February 10, 2003|By Jules Witcover

WASHINGTON - As the nation teeters uncertainly on the brink of an invasion of Iraq, it may be appropriate to consider the favorite message of our fellow citizens who, in effect, wash their hands of the political process that in the end determines whether we go to war.

Their pitch goes like this: There's really no difference between the political parties, so it doesn't matter which one you vote for or whether you bother to vote at all. Or, what the candidates say and do won't affect my life, so why vote?

These arguments have contributed to generally lower turnouts at the polls in presidential elections since 1960, when about 63 percent of eligible voters cast ballots in John F. Kennedy's narrow victory over Richard Nixon.

In the 10 elections for president since then, according to Curtis Gans, head of the Committee for the Study of the American Electorate, the voter drop-off has averaged about 25 percent. In two years, 1984 (Ronald Reagan vs. Walter Mondale) and 2000 (George W. Bush vs. Al Gore), there were slight upward blips, and a larger one in 1992 (Bill Clinton vs. George H.W. Bush).
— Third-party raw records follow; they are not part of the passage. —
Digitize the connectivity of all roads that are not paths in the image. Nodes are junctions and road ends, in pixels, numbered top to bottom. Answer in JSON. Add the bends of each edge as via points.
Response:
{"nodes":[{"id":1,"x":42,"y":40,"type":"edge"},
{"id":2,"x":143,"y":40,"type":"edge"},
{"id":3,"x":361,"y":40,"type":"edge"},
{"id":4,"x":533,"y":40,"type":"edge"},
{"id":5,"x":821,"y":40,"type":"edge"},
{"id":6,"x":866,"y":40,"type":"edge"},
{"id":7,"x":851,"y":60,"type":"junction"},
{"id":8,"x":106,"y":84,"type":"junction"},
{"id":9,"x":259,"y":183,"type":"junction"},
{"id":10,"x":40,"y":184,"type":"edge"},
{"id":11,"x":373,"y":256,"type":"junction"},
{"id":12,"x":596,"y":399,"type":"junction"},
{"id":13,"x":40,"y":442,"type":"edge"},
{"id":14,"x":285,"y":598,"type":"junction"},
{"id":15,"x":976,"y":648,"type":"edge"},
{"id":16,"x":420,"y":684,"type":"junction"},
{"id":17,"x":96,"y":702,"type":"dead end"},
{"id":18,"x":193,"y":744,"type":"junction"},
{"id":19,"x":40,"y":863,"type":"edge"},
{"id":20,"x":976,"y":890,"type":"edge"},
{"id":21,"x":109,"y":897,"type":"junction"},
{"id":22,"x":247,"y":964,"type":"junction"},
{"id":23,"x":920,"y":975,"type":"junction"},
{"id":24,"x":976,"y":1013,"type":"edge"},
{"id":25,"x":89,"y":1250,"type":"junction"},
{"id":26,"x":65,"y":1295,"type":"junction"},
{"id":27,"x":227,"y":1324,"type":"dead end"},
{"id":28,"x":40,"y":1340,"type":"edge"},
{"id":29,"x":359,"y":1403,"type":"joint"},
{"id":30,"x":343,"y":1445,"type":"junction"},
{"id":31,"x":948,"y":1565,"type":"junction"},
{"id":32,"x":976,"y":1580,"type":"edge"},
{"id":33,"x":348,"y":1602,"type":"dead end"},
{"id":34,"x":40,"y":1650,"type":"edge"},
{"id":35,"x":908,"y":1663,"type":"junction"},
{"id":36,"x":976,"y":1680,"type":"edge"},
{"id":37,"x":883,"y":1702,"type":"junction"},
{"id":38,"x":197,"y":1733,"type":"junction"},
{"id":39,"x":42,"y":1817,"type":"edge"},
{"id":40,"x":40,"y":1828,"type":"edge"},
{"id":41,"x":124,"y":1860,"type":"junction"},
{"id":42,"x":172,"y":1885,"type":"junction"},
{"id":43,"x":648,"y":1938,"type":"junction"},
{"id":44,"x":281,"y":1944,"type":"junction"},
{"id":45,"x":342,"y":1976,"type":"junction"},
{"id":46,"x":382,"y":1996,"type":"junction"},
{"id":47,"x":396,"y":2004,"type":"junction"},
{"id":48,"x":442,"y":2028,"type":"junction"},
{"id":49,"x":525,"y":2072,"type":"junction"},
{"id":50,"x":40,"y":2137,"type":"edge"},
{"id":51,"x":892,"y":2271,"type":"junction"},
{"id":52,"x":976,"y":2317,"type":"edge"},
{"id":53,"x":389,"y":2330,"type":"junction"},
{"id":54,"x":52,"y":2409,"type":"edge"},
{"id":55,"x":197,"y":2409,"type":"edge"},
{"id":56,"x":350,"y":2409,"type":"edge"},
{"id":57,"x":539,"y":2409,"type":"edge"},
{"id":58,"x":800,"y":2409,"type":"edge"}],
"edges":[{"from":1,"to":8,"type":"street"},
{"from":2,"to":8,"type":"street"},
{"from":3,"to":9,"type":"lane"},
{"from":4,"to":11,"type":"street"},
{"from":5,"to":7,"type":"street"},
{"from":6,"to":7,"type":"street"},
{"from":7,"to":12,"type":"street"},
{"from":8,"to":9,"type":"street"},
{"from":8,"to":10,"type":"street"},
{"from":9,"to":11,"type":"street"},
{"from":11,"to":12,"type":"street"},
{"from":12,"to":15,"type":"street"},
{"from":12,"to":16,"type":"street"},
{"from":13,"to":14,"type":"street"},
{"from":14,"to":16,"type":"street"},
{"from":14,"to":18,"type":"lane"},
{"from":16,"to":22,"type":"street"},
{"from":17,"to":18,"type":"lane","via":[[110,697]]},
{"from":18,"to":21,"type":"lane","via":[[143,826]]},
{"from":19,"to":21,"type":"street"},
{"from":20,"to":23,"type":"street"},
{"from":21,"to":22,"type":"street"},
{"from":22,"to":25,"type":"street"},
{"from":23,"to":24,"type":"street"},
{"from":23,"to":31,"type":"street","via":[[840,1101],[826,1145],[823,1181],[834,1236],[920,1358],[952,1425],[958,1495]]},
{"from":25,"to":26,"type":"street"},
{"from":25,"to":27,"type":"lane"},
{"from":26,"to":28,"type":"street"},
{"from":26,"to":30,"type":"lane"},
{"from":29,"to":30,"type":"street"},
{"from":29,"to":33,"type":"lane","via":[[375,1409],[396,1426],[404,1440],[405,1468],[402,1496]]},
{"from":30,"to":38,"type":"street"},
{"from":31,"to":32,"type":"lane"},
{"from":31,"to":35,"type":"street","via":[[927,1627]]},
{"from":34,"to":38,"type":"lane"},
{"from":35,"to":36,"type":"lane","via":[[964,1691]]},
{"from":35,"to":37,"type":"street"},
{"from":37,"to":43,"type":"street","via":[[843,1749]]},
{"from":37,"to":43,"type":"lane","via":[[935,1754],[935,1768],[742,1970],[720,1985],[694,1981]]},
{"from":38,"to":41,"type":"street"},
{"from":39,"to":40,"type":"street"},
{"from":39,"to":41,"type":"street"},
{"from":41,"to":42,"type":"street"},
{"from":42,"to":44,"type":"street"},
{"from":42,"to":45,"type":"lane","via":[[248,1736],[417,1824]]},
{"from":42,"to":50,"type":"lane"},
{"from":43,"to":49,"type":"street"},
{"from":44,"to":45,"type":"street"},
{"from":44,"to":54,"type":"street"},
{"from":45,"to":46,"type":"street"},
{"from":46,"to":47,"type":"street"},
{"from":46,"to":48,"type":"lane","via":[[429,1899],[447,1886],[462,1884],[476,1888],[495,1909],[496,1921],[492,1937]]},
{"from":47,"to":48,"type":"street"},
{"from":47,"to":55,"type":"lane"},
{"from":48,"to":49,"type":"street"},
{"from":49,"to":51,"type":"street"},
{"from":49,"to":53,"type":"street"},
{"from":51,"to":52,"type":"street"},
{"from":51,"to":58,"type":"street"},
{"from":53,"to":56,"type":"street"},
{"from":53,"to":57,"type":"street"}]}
But overall, only about half or less of all eligible voters have bothered to vote since 1960, meaning that for all practical purposes the candidate elected has been chosen by roughly only a quarter of the electorate. And all of those who say "My one vote won't make any difference" have only to recall the Florida fiasco of 2000 to reflect on those words.

It is the argument that there is no difference between the parties, however, that most deserves examination in light of today's political circumstances. In both foreign and domestic policy, there could hardly be a sharper contrast between the positions taken by the Republican administration of President Bush and those of most of the Democratic Party.
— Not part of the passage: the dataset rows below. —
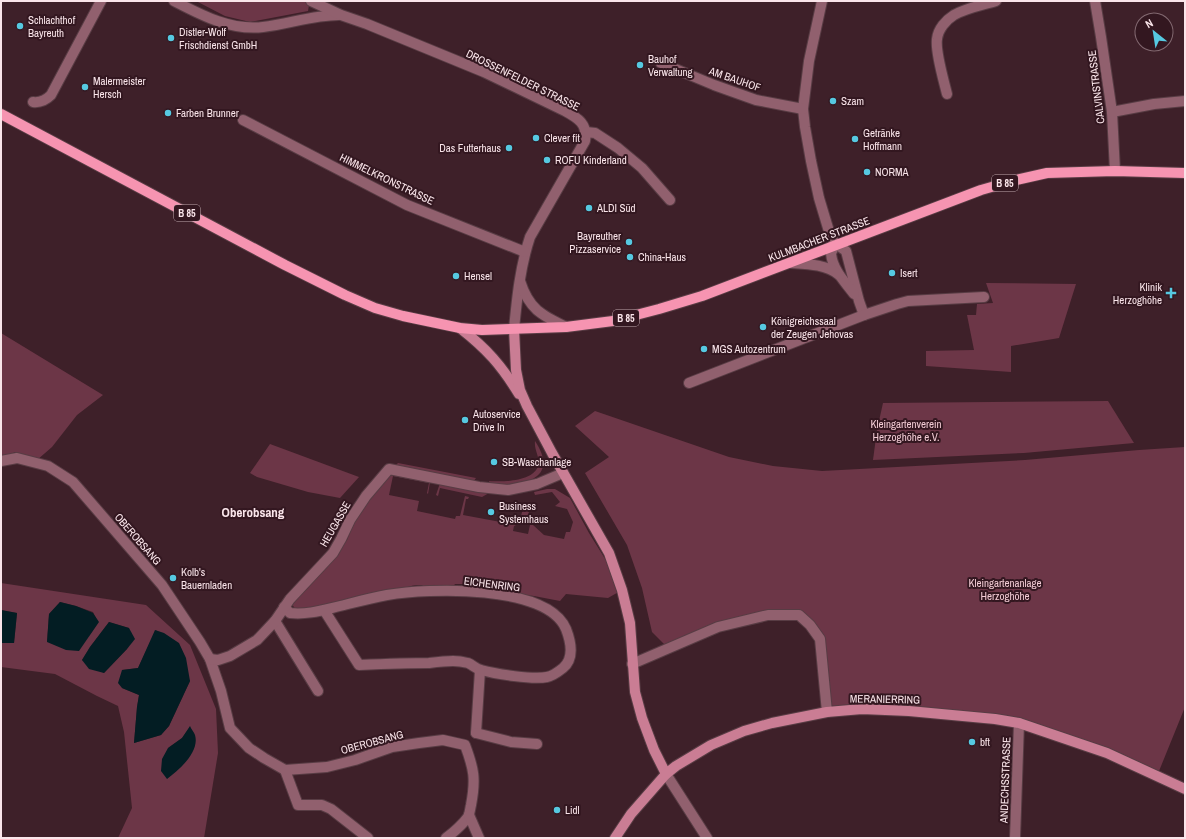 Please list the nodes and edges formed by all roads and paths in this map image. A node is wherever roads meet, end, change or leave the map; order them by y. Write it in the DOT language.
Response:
graph roads {
  1 [pos="101,1"];
  2 [pos="174,1"];
  3 [pos="311,1"];
  4 [pos="822,1"];
  5 [pos="996,1"];
  6 [pos="1095,1"];
  7 [pos="341,15"];
  8 [pos="661,63"];
  9 [pos="947,94"];
  10 [pos="1183,101"];
  11 [pos="33,102"];
  12 [pos="803,109"];
  13 [pos="1112,112"];
  14 [pos="1,114"];
  15 [pos="243,120"];
  16 [pos="586,132"];
  17 [pos="1115,171"];
  18 [pos="1185,173"];
  19 [pos="670,200"];
  20 [pos="835,245"];
  21 [pos="525,252"];
  22 [pos="790,263"];
  23 [pos="842,277"];
  24 [pos="520,279"];
  25 [pos="984,297"];
  26 [pos="859,301"];
  27 [pos="864,315"];
  28 [pos="566,327"];
  29 [pos="460,328"];
  30 [pos="514,329"];
  31 [pos="689,383"];
  32 [pos="527,406"];
  33 [pos="1,461"];
  34 [pos="563,473"];
  35 [pos="284,607"];
  36 [pos="324,610"];
  37 [pos="274,621"];
  38 [pos="210,659"];
  39 [pos="632,664"];
  40 [pos="480,670"];
  41 [pos="318,691"];
  42 [pos="827,712"];
  43 [pos="1019,723"];
  44 [pos="476,733"];
  45 [pos="465,744"];
  46 [pos="537,744"];
  47 [pos="285,770"];
  48 [pos="666,774"];
  49 [pos="1185,789"];
  50 [pos="469,815"];
  51 [pos="368,838"];
  52 [pos="446,838"];
  53 [pos="479,838"];
  54 [pos="615,838"];
  55 [pos="707,838"];
  56 [pos="1015,838"];
  1 -- 11 [label="street"];
  2 -- 7 [label="street, DROSSENFELDER STRASSE"];
  3 -- 7 [label="street, DROSSENFELDER STRASSE"];
  4 -- 12 [label="street"];
  5 -- 9 [label="street"];
  6 -- 13 [label="street, CALVINSTRASSE"];
  7 -- 16 [label="street, DROSSENFELDER STRASSE"];
  8 -- 12 [label="street, AM BAUHOF"];
  10 -- 13 [label="street"];
  12 -- 20 [label="street"];
  13 -- 17 [label="street, CALVINSTRASSE"];
  14 -- 29 [label="main road, B 85"];
  15 -- 21 [label="street, HIMMELKRONSTRASSE"];
  16 -- 19 [label="street"];
  16 -- 21 [label="street"];
  17 -- 18 [label="main road, KULMBACHER STRASSE / B 85"];
  17 -- 20 [label="main road, KULMBACHER STRASSE / B 85"];
  20 -- 22 [label="main road, KULMBACHER STRASSE / B 85"];
  20 -- 23 [label="street"];
  20 -- 26 [label="street"];
  21 -- 24 [label="street"];
  22 -- 23 [label="street"];
  22 -- 28 [label="main road, KULMBACHER STRASSE / B 85"];
  23 -- 26 [label="street"];
  24 -- 28 [label="street"];
  24 -- 30 [label="street"];
  25 -- 27 [label="street"];
  26 -- 27 [label="street"];
  27 -- 31 [label="street"];
  28 -- 30 [label="main road, KULMBACHER STRASSE / B 85"];
  29 -- 30 [label="main road, KULMBACHER STRASSE / B 85"];
  29 -- 32 [label="street"];
  30 -- 32 [label="street"];
  32 -- 34 [label="street"];
  33 -- 38 [label="street, OBEROBSANG"];
  34 -- 35 [label="street, HEUGASSE"];
  34 -- 39 [label="street"];
  35 -- 36 [label="street, EICHENRING"];
  35 -- 37 [label="street"];
  36 -- 40 [label="street, EICHENRING"];
  36 -- 40 [label="street, EICHENRING"];
  37 -- 38 [label="street"];
  37 -- 41 [label="street"];
  38 -- 47 [label="street, OBEROBSANG"];
  39 -- 42 [label="street"];
  39 -- 48 [label="street"];
  40 -- 44 [label="street"];
  42 -- 43 [label="street, MERANIERRING"];
  42 -- 48 [label="street, MERANIERRING"];
  43 -- 49 [label="street, MERANIERRING"];
  43 -- 56 [label="street, ANDECHSSTRASSE"];
  44 -- 45 [label="street"];
  44 -- 46 [label="street"];
  45 -- 47 [label="street, OBEROBSANG"];
  45 -- 50 [label="street"];
  47 -- 51 [label="street"];
  48 -- 54 [label="street, MERANIERRING"];
  48 -- 55 [label="street"];
  50 -- 52 [label="street"];
  50 -- 53 [label="street"];
}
The GOP under Mr. Bush and his chief foreign policy advisers is on a track of unilateralism most obviously manifested in the administration's new doctrine of "anticipatory self-defense" and plans for a pre-emptive war against Iraq. Only cooler heads such as Secretary of State Colin L. Powell have pulled the administration into efforts to work within the framework of the United Nations, but still with the warning of U.S. military action if the United Nations won't go along.

The Democrats, as feeble as their collective voice in Congress has been, have generally contended that the United States should let the U.N. inspections run their course - not indefinitely, but for some reasonable additional time, while seeking some alternative to war.
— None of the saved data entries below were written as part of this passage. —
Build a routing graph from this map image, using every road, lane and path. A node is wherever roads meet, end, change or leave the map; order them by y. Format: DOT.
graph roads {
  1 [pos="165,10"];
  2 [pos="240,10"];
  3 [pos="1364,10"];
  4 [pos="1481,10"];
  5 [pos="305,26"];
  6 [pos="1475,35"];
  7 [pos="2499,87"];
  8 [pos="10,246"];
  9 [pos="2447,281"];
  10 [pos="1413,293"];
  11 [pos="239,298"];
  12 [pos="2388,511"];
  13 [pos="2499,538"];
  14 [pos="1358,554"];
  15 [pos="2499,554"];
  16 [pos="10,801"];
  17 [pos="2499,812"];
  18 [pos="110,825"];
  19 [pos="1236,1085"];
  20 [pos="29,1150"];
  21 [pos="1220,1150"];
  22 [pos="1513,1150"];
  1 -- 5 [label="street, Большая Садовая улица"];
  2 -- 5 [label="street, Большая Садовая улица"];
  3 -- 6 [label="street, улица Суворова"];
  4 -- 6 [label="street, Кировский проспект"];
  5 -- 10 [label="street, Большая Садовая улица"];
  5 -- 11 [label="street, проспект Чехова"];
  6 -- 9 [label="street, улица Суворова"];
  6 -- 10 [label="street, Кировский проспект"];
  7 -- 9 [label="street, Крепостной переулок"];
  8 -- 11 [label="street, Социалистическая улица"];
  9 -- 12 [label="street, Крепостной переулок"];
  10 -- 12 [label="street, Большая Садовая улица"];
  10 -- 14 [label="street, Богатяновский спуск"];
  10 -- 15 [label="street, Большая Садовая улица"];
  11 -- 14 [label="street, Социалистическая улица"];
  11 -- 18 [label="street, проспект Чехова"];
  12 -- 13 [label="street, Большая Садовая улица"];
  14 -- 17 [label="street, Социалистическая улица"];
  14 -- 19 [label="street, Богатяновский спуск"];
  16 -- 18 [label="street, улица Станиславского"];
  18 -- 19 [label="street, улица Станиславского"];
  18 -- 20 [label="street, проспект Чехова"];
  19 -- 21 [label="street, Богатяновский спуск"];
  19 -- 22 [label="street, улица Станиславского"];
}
Many in the party also insist that the war on terrorism should come first, on grounds it is a greater threat than Saddam Hussein. They agree with Mr. Bush that Mr. Hussein is an evil force but insist he does not pose an imminent peril to the United States, even with chemical and biological weapons.

That said, who can seriously doubt that had the Democrats and Mr. Gore been declared the winners in 2000, there would have been no "anticipatory self-defense" doctrine? You may deplore the notion of such an outcome, but it's hard to argue that the 2000 election didn't set the country on the course it is now pursuing.

The same can be said - even more so - of current domestic policy, with huge tax cuts largely benefiting the haves at the cost of social programs for the have-nots and have-littles and a wildly spiraling federal budget deficit. This policy is the reverse of what the last Democratic administration pursued, with Mr. Gore a part of it.

None of this should be taken as an argument for revisiting the result of the 2000 election, which is history. But comparing the foreign and domestic positions of the two parties today should put to rest the lame alibi of nonvoters for shunning the ballot box. If you truant citizens don't like what's going on now at home or abroad, blame yourselves.

Jules Witcover writes from The Sun's Washington bureau. His column appears Mondays, Wednesdays and Fridays.